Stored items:
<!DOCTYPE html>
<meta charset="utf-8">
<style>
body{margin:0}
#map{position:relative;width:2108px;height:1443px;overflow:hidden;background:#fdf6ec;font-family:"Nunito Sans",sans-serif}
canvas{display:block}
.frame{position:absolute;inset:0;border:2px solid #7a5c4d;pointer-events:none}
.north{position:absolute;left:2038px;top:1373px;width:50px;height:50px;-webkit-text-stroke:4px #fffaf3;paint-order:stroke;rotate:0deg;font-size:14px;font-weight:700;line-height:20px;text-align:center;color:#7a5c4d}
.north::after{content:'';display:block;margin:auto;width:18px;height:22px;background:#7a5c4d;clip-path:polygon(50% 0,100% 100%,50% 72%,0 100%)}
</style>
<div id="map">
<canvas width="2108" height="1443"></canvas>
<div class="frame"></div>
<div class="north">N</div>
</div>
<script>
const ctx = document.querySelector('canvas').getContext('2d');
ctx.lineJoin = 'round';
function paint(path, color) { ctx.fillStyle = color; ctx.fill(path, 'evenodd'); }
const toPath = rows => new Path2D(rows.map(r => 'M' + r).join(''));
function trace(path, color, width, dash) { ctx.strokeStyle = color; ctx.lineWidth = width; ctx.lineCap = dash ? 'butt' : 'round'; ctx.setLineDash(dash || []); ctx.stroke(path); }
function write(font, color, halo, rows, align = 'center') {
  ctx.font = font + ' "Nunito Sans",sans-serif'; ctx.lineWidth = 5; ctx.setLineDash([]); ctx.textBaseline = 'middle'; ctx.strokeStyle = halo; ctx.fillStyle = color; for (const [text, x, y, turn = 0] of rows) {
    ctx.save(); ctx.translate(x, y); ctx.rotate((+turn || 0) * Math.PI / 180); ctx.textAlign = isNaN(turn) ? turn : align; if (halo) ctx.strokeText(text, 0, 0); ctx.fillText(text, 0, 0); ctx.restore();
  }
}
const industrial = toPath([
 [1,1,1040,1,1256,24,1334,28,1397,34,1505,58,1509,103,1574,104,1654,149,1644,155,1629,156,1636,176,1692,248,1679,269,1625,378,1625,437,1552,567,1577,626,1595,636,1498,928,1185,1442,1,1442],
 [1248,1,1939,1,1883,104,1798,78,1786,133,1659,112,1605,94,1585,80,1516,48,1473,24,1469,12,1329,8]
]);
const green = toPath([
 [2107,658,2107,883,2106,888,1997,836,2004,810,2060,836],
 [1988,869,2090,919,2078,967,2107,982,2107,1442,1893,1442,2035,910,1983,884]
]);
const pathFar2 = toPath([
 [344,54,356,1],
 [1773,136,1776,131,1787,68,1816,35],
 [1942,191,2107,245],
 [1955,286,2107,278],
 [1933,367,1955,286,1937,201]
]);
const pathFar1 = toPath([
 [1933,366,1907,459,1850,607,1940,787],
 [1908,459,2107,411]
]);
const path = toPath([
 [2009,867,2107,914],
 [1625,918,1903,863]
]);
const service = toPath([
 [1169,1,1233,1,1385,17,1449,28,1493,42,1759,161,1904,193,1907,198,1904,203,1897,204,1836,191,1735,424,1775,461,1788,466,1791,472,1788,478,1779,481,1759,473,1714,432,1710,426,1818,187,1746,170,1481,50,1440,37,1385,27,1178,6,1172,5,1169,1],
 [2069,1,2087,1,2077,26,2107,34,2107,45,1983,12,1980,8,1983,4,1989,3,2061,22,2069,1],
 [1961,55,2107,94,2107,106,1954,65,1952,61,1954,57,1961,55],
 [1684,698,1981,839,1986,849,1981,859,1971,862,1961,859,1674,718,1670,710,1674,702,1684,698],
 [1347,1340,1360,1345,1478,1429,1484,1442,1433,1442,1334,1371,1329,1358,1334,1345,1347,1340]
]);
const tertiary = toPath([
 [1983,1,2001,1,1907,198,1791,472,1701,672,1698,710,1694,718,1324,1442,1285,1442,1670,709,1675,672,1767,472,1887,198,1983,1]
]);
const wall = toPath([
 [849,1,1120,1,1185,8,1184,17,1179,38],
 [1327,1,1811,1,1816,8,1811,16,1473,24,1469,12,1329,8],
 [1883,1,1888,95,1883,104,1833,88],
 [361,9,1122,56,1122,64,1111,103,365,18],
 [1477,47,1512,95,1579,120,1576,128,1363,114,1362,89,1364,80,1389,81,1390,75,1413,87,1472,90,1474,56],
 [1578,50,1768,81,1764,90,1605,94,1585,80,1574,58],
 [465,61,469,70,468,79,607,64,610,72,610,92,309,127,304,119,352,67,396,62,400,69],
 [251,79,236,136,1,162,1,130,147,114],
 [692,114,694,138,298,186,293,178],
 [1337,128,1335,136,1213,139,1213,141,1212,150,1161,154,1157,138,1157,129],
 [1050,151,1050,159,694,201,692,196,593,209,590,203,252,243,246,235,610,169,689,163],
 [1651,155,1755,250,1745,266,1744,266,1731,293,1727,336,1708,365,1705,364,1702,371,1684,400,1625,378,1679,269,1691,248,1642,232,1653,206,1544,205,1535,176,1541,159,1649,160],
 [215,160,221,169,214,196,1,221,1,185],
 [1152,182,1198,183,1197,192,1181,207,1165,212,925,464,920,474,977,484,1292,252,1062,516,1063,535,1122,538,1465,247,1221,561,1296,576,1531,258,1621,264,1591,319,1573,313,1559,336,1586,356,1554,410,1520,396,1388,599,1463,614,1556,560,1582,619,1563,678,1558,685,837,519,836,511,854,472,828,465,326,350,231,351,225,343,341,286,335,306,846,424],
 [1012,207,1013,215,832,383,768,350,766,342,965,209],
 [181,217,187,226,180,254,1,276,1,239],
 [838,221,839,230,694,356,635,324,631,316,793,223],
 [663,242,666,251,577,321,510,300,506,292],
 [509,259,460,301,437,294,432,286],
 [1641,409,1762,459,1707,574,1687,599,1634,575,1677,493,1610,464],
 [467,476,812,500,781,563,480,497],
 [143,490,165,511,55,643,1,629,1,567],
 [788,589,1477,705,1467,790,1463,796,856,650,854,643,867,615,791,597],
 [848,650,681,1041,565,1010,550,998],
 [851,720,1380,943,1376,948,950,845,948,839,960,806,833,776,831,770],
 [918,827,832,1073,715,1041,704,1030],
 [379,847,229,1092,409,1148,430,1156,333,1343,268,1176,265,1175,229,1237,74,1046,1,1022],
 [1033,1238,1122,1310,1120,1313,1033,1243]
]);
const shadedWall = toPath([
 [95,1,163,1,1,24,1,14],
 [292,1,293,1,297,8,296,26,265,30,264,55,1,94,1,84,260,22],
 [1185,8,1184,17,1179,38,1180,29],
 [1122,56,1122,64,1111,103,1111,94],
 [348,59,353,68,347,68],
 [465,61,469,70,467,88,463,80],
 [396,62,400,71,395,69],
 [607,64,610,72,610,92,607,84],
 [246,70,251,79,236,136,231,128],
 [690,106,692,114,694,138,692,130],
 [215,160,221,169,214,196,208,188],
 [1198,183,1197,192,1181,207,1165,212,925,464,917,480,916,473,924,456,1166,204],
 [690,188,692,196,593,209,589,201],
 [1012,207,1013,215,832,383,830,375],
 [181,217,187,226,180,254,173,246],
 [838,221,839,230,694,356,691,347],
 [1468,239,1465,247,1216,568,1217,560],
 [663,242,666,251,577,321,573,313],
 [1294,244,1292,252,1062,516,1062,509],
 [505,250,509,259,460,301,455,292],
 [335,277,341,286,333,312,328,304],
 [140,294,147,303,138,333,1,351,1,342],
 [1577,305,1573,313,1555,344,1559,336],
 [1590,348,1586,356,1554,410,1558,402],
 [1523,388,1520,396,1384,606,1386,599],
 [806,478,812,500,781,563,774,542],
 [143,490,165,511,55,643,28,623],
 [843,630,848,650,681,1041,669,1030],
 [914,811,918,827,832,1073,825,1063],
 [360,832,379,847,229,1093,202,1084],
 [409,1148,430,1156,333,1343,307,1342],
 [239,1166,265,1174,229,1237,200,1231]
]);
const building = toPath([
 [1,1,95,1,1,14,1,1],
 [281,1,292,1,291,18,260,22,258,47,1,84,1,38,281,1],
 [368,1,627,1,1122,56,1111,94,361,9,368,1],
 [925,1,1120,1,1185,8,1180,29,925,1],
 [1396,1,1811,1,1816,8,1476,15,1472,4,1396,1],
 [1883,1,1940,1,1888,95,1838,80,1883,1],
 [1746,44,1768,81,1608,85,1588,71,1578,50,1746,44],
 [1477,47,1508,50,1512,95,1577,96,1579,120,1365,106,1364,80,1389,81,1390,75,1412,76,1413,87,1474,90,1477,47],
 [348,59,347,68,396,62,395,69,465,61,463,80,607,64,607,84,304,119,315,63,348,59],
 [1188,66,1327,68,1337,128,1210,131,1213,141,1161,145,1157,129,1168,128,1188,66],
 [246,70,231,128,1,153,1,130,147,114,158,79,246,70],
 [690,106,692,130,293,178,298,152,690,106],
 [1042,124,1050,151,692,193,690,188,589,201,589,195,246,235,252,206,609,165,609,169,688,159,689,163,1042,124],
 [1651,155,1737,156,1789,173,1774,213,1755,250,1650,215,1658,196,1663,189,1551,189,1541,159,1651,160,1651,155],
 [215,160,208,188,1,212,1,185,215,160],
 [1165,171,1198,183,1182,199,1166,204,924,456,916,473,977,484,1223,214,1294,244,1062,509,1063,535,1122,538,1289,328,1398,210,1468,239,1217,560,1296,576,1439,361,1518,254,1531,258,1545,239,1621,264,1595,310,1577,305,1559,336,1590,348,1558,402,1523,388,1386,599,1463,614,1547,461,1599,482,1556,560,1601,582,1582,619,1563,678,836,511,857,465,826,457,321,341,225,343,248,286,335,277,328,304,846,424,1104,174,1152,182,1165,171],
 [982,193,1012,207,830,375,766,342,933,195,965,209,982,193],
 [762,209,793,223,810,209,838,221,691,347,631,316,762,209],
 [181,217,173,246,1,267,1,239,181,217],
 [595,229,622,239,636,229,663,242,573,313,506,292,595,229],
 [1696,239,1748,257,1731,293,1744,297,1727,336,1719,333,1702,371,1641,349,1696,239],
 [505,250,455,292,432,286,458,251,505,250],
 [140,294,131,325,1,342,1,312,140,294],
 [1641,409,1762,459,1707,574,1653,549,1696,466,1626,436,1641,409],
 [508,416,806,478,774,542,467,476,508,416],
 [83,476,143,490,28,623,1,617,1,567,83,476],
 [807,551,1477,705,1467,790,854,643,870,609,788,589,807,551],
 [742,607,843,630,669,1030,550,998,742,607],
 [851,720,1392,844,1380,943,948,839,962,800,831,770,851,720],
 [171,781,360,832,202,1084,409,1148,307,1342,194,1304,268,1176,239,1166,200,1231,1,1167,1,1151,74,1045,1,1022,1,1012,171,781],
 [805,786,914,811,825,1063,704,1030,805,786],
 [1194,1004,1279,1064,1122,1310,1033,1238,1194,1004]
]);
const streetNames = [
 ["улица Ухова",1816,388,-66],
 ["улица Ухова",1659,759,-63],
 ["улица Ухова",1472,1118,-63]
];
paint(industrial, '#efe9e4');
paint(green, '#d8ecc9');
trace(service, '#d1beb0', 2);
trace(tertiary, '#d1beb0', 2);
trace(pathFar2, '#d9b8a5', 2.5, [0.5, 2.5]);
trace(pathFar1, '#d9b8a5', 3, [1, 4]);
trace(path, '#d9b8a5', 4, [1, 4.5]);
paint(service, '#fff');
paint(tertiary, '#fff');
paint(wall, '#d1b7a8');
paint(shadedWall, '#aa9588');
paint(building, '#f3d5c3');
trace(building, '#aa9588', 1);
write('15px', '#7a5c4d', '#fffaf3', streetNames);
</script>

- _What you need to do_: For the records above, state how many lines include the string "Sans", giving the number and nothing else.

- _Answer section_: 2